Armstrong shook his head. "No. She's in Evansville, and has opened her father's house there, I understand."
Jimmy Wren was aware only of the troubled fact, and not of the details that lay behind Dorothy's desertion. Armstrong had closed Aircastle Point the day after she left, and was now in an uptown hotel.
Reese Armstrong was still bewildered, dazed, by this private tragedy, which over-shadowed everything else. He could not spur himself to take any interest in the winding-up of the campaign, and accepted without question what was done by Holcomb and the others. Dorothy had returned no answer to his one implorant letter; this silence hurt more deeply than her words.
A profound apathy was upon him. Somehow, he felt, Macgowan had been responsible for this final and crushing blow; but how, he was at a loss to know. His apathy was continually pierced by the thought of going to Indianapolis and wringing an explanation out of Slosson, yet he could not stir himself to the action. He had not the slightest idea what Slosson had implanted in Dorothy's mind. He could not imagine why she had been so insistent upon his guilt, how he had been so utterly damned in her eyes. He must face Slosson with nothing but surmise—and the heart was gone out of him. He knew it, as did those around him; but only Jimmy Wren knew that his domestic separation was the cause of it all.

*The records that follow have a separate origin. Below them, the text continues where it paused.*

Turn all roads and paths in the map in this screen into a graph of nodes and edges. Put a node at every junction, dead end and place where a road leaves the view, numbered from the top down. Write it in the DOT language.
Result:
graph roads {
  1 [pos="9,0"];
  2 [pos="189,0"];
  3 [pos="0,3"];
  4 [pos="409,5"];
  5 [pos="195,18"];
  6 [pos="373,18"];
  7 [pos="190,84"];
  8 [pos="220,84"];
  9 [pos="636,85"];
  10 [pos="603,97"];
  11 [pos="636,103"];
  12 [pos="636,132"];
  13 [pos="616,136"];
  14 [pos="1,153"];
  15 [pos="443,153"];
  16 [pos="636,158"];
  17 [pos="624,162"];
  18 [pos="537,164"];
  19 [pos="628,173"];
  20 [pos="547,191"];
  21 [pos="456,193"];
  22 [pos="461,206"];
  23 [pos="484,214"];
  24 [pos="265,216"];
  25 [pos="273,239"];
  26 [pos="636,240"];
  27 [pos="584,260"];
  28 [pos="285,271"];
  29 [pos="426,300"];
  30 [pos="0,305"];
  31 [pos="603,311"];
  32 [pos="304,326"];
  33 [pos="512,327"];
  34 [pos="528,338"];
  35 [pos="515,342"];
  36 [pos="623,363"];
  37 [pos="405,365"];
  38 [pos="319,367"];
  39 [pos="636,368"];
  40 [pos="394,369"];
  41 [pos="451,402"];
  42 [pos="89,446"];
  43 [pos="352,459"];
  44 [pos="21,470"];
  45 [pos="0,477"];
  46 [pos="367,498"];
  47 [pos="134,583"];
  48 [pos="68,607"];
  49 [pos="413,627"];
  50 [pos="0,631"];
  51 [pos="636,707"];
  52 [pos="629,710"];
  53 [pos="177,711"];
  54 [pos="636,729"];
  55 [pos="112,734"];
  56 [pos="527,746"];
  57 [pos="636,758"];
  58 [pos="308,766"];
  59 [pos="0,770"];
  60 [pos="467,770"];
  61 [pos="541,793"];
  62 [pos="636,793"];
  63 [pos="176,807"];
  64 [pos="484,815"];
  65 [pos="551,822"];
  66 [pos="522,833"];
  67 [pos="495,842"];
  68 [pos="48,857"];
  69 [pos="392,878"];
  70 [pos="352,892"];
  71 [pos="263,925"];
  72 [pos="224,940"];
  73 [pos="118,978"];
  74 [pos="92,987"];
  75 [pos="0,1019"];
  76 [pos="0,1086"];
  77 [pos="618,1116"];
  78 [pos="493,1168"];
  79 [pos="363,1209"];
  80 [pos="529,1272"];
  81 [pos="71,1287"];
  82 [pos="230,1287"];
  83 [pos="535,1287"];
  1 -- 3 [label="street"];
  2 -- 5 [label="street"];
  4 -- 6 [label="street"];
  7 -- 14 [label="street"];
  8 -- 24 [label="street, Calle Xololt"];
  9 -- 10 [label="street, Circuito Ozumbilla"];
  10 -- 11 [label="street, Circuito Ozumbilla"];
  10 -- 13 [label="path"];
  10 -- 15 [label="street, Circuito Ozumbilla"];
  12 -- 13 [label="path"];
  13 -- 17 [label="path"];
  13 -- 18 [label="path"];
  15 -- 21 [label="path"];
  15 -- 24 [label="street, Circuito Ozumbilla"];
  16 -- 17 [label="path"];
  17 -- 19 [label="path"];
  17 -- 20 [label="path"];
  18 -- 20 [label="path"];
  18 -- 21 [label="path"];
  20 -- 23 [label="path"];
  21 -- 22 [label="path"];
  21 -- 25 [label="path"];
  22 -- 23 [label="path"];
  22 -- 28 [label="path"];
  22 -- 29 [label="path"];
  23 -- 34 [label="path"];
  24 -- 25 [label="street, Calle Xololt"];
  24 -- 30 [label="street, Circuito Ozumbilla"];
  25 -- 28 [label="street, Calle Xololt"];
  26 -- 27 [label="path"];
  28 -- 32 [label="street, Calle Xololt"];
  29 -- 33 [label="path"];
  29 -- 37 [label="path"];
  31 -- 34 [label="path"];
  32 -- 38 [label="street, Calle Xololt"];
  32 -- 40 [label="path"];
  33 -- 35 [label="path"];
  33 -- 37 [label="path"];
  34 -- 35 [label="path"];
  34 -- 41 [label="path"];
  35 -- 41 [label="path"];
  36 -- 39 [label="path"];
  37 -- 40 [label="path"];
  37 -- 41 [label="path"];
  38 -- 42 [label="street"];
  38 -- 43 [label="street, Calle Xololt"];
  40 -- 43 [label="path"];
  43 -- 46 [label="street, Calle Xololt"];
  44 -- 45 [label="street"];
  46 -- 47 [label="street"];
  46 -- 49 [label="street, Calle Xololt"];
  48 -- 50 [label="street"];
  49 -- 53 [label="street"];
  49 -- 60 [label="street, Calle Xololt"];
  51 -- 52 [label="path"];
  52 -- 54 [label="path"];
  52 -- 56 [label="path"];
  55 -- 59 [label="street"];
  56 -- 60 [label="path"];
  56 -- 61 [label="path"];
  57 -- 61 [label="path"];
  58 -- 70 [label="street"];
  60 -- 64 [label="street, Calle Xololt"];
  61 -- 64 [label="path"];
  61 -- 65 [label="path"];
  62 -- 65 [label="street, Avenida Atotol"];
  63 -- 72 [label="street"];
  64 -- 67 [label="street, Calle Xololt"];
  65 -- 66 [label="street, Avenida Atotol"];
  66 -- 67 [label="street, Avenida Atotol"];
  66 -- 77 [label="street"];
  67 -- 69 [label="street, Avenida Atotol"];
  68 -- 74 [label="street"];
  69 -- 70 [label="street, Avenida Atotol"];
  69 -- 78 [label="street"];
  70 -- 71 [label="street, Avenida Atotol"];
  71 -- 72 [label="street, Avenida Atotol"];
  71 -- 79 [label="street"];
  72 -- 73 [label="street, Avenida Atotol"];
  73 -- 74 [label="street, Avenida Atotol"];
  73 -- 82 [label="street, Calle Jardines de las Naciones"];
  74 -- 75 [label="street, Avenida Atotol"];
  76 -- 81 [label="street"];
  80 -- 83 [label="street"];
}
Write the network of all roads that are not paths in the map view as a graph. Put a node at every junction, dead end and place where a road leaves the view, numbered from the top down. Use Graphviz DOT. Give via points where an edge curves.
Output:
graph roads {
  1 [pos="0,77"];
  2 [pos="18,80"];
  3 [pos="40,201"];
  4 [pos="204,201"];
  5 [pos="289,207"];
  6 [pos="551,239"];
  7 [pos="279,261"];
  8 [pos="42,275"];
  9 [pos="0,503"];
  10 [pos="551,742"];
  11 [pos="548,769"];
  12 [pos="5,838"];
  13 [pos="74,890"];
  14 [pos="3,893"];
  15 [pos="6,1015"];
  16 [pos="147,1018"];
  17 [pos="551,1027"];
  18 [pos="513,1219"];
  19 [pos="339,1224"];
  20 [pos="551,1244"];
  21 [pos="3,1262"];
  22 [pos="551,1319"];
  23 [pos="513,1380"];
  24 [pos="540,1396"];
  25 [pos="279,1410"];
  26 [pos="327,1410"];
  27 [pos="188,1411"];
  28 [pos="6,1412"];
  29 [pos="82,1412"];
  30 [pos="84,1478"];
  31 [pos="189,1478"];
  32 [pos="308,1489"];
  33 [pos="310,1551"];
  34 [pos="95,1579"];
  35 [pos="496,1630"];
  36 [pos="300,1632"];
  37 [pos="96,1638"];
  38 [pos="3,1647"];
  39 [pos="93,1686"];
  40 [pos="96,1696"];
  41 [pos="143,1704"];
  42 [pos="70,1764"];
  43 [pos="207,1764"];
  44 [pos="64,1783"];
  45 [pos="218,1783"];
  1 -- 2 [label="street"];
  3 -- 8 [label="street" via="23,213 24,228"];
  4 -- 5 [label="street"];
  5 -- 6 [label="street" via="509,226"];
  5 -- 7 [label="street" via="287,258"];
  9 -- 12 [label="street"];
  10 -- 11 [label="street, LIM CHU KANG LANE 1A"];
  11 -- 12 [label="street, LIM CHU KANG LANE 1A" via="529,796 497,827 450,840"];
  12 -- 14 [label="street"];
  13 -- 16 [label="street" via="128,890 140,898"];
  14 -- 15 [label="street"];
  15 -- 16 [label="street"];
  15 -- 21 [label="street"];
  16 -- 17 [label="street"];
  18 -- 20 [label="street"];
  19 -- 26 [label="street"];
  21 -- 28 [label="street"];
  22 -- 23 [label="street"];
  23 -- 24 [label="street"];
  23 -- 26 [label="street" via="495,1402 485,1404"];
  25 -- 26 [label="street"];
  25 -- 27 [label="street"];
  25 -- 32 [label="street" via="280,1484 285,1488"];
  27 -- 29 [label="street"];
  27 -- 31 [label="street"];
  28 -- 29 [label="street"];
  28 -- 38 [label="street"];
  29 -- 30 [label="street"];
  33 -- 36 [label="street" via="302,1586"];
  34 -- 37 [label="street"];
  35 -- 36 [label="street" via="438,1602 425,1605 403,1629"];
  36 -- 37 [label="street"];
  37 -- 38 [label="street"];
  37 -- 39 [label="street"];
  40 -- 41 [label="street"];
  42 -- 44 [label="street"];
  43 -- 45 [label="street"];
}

"Damn Slosson!" he burst forth despairingly. "If I had him here I'd choke the truth out of his—"
He checked himself abruptly, with an effort. Jimmy Wren stared.
"Slosson! The fellow on the old Food Products board? Why, I met him in Evansville. What's he got to do with this, Reese?"
"Oh, nothing, Jimmy, nothing I can go into!" groaned Armstrong, flinging the paper in his hand across the desk. "Don't ask me, old man. It's hell, that's all."
He reached for a cigar and lighted it, biting hard on the weed, his brow furrowed and lined by the stormy mood within.